Joke-bluescreen is a type of malware that is designed to trick users into downloading and installing rogue security applications (Antivirus XP, IE Defender, etc). This malware typically infects computers through spam emails with subject headers like “cnn.com breaking news” or “msnbc.com breaking news.”
If your computer has been infected with Joke-bluescreen, you may notice a blue background and a pop-up box that says your computer has been infected with spyware. This pop-up may also prompt you to download software to clean your PC. However, this software is likely to be a fake security application that will further compromise your computer.

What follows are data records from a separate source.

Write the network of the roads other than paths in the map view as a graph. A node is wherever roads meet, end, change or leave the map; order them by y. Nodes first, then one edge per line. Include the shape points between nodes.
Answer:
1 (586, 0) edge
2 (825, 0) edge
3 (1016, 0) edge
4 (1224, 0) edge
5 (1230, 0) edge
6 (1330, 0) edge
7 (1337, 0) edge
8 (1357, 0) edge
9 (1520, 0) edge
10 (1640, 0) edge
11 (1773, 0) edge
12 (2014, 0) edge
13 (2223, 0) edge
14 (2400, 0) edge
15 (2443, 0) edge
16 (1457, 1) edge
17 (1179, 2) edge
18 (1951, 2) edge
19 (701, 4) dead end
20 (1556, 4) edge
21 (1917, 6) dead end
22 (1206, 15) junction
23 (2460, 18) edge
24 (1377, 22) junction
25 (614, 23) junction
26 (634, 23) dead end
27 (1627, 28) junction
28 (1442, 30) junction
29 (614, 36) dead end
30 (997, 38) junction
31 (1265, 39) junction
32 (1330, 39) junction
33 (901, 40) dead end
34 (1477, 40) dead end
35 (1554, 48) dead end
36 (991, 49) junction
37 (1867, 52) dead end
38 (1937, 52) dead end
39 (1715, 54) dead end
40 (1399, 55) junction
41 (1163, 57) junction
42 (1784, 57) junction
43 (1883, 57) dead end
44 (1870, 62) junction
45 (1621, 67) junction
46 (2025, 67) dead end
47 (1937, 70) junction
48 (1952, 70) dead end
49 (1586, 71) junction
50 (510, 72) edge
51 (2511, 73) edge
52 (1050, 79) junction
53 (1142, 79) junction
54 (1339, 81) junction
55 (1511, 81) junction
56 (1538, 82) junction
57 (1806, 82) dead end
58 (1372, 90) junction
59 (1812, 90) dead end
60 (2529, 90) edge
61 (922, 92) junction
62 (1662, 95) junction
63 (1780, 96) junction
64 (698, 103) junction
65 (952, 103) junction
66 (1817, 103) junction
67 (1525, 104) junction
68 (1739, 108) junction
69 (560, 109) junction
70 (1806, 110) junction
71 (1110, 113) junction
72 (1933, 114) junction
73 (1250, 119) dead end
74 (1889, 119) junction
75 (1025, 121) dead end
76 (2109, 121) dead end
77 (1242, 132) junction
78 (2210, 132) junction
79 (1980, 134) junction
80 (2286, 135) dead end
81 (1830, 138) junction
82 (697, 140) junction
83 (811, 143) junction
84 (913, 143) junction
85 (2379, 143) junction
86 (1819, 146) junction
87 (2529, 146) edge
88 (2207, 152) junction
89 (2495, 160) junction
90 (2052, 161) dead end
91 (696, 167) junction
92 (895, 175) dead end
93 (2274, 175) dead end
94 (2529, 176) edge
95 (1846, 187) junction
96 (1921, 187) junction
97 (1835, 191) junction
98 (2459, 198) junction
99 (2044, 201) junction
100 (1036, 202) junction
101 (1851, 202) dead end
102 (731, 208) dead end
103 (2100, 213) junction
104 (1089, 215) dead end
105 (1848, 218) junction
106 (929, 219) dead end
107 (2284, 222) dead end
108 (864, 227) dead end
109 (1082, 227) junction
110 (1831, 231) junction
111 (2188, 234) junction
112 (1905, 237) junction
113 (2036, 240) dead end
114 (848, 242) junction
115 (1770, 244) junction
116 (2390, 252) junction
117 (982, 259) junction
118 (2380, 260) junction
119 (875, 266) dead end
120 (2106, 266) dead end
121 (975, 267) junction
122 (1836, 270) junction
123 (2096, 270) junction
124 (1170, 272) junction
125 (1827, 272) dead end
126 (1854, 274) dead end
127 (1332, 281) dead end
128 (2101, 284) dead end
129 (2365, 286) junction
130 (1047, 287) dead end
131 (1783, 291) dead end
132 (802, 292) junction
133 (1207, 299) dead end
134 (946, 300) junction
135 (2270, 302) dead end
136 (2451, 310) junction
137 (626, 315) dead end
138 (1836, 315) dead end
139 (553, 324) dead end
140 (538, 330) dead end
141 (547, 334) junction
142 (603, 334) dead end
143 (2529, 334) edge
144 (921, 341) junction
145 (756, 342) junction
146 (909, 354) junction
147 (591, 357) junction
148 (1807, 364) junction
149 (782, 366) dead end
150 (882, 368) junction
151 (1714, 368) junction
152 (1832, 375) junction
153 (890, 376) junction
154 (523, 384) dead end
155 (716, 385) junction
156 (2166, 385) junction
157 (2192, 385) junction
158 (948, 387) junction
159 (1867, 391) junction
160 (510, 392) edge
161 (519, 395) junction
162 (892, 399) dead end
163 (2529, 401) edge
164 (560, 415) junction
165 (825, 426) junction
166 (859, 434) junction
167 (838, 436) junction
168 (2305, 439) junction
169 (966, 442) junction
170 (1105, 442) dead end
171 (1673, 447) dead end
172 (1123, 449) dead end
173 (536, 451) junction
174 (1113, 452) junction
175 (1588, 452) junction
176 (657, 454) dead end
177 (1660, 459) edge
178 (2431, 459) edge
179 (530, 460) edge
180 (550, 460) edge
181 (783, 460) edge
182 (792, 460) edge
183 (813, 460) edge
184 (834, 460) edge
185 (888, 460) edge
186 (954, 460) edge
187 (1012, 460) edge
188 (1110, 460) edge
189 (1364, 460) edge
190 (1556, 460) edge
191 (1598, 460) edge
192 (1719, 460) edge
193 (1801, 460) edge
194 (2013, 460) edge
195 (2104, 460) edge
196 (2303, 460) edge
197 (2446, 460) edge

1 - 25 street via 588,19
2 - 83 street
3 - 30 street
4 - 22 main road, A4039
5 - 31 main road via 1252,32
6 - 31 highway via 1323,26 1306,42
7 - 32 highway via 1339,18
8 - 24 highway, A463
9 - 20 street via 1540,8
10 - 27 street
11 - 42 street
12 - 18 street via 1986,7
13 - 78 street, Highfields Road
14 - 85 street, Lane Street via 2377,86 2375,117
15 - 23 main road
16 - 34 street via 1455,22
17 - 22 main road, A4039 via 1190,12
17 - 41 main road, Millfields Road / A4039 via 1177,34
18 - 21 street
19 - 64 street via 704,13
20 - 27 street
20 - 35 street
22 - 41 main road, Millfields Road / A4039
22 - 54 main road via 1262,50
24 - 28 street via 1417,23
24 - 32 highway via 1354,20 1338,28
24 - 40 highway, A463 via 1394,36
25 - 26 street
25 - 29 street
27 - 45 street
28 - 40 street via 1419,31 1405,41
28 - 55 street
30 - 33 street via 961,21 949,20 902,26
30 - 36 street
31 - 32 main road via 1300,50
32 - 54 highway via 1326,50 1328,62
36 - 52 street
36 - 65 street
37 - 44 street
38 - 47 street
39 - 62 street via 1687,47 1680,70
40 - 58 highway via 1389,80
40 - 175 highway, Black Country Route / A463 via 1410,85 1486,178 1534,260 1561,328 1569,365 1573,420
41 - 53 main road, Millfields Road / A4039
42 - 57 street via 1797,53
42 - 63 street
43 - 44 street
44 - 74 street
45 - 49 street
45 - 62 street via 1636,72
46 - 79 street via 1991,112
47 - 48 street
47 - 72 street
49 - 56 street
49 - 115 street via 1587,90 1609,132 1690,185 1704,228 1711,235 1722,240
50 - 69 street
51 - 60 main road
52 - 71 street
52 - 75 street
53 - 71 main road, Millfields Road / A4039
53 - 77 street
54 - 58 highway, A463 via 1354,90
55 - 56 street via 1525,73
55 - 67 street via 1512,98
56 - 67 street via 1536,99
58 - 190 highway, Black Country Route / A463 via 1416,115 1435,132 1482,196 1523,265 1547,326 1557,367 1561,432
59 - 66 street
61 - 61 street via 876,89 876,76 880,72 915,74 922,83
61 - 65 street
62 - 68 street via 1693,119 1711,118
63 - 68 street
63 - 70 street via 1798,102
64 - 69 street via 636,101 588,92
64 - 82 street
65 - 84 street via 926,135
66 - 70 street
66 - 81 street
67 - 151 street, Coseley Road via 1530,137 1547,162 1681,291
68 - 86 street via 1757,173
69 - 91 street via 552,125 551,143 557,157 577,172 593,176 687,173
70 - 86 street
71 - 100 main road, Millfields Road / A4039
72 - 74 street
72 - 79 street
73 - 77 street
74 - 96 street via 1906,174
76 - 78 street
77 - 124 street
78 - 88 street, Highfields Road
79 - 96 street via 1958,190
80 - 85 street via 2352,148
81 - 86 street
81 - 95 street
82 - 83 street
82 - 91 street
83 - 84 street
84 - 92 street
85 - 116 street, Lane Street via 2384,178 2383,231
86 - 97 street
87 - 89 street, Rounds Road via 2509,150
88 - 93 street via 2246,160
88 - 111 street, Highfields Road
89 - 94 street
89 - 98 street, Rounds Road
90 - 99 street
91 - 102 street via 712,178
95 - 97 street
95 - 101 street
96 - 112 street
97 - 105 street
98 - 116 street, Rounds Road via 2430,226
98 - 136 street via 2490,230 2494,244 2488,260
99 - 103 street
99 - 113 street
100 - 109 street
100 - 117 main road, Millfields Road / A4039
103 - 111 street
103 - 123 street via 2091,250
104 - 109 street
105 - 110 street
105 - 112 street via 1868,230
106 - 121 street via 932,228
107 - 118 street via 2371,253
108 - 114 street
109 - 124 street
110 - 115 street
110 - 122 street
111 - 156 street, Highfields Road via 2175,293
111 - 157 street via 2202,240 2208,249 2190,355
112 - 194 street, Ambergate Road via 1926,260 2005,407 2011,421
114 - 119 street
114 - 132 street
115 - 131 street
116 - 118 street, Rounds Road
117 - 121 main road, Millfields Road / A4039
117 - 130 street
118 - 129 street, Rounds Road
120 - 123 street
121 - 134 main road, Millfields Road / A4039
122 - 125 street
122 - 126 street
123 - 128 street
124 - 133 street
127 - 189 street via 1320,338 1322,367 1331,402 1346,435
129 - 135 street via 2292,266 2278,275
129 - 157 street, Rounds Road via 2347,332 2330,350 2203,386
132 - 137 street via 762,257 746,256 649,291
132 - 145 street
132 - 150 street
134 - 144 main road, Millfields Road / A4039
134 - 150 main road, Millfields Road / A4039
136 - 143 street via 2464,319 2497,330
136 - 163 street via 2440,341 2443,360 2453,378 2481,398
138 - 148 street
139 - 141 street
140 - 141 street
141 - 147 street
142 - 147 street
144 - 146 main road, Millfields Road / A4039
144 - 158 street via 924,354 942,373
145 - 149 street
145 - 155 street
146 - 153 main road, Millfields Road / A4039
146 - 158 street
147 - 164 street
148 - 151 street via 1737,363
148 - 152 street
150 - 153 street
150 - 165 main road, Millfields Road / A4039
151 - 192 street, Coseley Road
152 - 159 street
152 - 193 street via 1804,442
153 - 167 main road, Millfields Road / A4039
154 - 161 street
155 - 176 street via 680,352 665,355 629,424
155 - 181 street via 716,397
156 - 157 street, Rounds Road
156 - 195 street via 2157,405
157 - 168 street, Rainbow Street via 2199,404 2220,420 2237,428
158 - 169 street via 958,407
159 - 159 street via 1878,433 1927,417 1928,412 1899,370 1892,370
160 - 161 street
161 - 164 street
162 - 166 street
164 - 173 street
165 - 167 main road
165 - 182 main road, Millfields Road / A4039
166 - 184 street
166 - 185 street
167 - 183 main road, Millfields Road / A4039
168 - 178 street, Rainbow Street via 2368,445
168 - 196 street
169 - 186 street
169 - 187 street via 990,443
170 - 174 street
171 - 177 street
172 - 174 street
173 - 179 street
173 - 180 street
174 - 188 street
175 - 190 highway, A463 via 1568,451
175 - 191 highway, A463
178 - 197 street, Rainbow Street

You may also receive alerts from your McAfee antivirus software indicating that your computer has been infected with Joke-bluescreen. Additionally, you may notice that your system is running slower than usual.
To remove Joke-bluescreen from your computer, it is recommended that you use the steps below and perform a thorough scan of your system with a reputable antivirus program. You should also avoid opening suspicious emails or clicking on links from unknown sources to prevent future infections.
Download HijackThis and Combofix.
Run HijackThis. Click “Do a system scan only.” and put a checkmark next to the following items (if exists):
O4 – HKLM\..\Run: [DLI32] C:\WINDOWS\dli32.exe
O4 – HKLM\..\Run: [sysrest32.exe] C:\WINDOWS\system32\sysrest32.exe
O4 – HKCU\..\Run: [CDriver] c:\microsoft\svchost.exe
O4 – HKCU\..\Run: [DDriver] c:\microsoft\svchost.exe
O4 – HKCU\..\Run: [alpha] c:\microsoft\svchost.exe
O4 – HKCU\..\Run: [beta] c:\microsoft\svchost.exe
O4 – HKCU\..\Run: [gamma] c:\microsoft\svchost.exe
O4 – HKLM\..\Run: [SMrhcjlaj0ee91] C:\Program Files\rhcjlaj0ee91\rhcjlaj0ee91.exe
O4 – HKLM\..\Policies\Explorer\Run: [CDriver] c:\microsoft\svchost.exe
O4 – HKLM\..\Policies\Explorer\Run: [DDriver] c:\microsoft\svchost.exe
O4 – HKLM\..\Policies\Explorer\Run: [alpha] c:\microsoft\svchost.exe
O4 – HKLM\..\Policies\Explorer\Run: [beta] c:\microsoft\svchost.exe
O4 – HKLM\..\Policies\Explorer\Run: [gamma] c:\microsoft\svchost.exe
O9 – Extra button: (no name) – {9034A523-D068-4BE8-A284-9DF278BE776E} – http://www.securesoftwarefeed.com/redirect.php (file missing)
O9 – Extra ‘Tools’ menuitem: IE Anti-Spyware – {9034A523-D068-4BE8-A284-9DF278BE776E} – http://www.securesoftwarefeed.com/redirect.php (file missing)
O22 – SharedTaskScheduler: cariniana – {5c770fbc-cc2f-4acd-93e8-e6f0594307fd} – C:\WINDOWS\system32\gnjsjc.dll (file missing)
Note: Where is c:\microsoft\svchost.exe can be c:\google.com\svchost.exe
Now close all browser and other windows except for HijackThis, and click “Fix Checked” to have HijackThis fix the entries you checked.
Close HijackThis. Double click on combofix.exe and follow the prompts.
If you are still having problems, then I would recommend you follow these instructions and post your logs in the spyware removal forum. I will check your logs and advise you on joke-bluescreen removal.
I am at work but it is my home computer that is infected. In addition to the problems you mentioned, this virus won\’t let me go to any antispyware sites so I may have to fix the problem manually. Any ideas to allow me to go to the correction sites?
Thanks,
Greg
Hello Greg, please read these instructions and post your logs in the spyware removal forum. I will help you.
Ran Combofix on my cousins computer. It cleaned out the msnbc.com virus. Her machine is back up and running just fine!
I keep getting pc generated mails from msnbc.com (as they are not coming through mail server, but appear in my Outlook mail). I have never opened any of them and I send them to ‘Junk’ and then I empty the junk folder. My pc is operating just fine, otherwise.
Will running these 2 programs remove this spam mail?